As the narrator “practices oneness,” her fears seem to vanish or reorganize themselves. She remakes her marriage, her motherhood, and her work so that she no longer feels trapped within them. The graphic of the hormonal cliff vanishes from the internet. She learns that the hormonal science of menopause isn’t really nailed down yet, but that what is clear is that women tend to experience the best mental health of their lives after menopause. Having been forced to face the passage of time in the face, she’s been able to build a life for herself where her power does not depend on the currency of youth.

For a long time, serious literary novels have held off on the question of how to handle menopause with the prudish disgust of a teenager. Meanwhile, pop culture has devoted its energies to pretending that menopause can simply be ignored or stopped in its tracks, as though with the right amount of plastic surgery, filler, or just blessed genetics, a woman can eternally stay 29 and therefore eternally win over a man young enough to validate her sexual power.
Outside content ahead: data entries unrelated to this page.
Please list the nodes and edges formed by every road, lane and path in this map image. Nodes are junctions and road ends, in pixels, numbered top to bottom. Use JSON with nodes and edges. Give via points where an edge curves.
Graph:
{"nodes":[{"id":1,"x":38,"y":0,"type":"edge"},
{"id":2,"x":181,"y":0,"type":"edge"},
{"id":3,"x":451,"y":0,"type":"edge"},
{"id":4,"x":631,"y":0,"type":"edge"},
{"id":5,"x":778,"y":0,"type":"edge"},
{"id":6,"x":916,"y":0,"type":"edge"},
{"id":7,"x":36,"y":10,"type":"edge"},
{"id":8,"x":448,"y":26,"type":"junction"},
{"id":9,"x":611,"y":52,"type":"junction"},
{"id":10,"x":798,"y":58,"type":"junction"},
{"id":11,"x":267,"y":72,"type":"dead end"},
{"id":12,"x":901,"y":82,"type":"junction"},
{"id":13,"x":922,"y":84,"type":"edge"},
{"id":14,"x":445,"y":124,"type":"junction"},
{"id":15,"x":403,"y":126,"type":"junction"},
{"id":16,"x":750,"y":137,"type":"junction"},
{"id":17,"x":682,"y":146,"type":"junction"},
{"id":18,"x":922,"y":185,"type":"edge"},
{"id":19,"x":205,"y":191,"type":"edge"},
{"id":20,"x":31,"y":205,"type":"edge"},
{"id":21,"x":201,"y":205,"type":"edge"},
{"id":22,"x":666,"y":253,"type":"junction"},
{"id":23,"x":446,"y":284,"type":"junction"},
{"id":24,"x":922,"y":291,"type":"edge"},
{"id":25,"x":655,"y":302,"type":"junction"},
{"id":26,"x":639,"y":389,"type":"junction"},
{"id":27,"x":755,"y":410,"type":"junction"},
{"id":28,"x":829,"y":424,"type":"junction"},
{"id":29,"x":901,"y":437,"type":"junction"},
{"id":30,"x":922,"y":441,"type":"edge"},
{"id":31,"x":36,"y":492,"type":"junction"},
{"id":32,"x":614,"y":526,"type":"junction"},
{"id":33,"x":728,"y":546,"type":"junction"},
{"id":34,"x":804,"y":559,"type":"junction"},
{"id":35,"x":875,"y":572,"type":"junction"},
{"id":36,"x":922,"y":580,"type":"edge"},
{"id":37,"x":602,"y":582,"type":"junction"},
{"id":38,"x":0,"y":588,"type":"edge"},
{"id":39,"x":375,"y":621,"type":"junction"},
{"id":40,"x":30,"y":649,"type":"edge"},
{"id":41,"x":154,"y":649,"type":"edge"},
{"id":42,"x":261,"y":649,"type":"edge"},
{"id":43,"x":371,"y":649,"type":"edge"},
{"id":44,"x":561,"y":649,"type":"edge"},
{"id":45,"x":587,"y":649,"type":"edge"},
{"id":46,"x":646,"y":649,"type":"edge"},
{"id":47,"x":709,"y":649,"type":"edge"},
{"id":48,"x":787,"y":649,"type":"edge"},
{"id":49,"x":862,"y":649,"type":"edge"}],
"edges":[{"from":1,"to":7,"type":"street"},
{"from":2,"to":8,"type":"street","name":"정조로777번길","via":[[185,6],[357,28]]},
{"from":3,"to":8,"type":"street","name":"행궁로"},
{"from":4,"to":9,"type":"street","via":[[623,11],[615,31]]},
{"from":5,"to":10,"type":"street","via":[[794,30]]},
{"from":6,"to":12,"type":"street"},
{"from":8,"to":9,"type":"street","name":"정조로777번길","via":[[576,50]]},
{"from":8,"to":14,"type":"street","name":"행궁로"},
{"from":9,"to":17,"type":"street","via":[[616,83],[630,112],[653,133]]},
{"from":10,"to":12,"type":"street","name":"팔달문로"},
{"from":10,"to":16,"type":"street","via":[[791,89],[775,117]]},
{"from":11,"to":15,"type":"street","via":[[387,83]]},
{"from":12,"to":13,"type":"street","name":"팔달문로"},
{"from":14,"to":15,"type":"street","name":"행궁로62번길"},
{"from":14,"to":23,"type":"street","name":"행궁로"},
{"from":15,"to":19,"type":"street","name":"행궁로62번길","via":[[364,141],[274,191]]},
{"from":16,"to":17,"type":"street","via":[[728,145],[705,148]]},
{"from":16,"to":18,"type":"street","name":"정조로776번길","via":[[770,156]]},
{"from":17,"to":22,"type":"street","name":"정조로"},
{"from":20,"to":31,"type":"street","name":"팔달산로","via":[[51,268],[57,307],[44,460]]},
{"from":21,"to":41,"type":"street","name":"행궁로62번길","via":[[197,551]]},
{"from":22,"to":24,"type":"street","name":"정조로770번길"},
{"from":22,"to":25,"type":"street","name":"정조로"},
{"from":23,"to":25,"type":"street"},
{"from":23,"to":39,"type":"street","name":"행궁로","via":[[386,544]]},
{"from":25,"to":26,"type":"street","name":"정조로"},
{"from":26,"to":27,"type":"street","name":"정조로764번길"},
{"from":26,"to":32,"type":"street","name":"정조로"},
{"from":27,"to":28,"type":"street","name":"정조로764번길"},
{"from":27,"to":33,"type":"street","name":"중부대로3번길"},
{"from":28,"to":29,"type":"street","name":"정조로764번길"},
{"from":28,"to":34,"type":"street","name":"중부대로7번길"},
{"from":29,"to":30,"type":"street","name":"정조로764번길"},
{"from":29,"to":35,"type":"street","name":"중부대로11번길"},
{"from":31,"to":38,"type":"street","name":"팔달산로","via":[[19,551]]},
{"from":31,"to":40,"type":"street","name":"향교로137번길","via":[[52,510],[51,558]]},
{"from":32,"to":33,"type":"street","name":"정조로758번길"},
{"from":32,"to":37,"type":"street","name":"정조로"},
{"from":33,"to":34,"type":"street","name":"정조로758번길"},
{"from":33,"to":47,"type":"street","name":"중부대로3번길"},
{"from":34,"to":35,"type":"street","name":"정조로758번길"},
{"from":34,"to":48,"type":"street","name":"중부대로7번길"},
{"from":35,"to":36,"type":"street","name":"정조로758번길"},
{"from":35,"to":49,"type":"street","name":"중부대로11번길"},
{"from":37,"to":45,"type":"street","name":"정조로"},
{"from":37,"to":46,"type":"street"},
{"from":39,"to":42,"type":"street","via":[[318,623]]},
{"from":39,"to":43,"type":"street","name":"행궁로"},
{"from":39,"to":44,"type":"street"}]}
That’s part of the glee animating our current moment of celebrating older woman/younger man romances. When we get excited over these stories, we start talking about how Natalie Portman, Demi Moore, Anne Hathaway, Nicole Kidman, and all the rest have not aged. Of course they have, because all of us have. What we mean is that they retain the power our culture considers a woman’s most valuable power, which is the ability to pass as a youthful sexual object, one still capable of carrying a child.

The narrator of All Fours is in the process of losing her ability to carry a child. She fears she is losing her ability to attract men. She looks those problems straight in the face. Then she explodes them open with effervescent joy.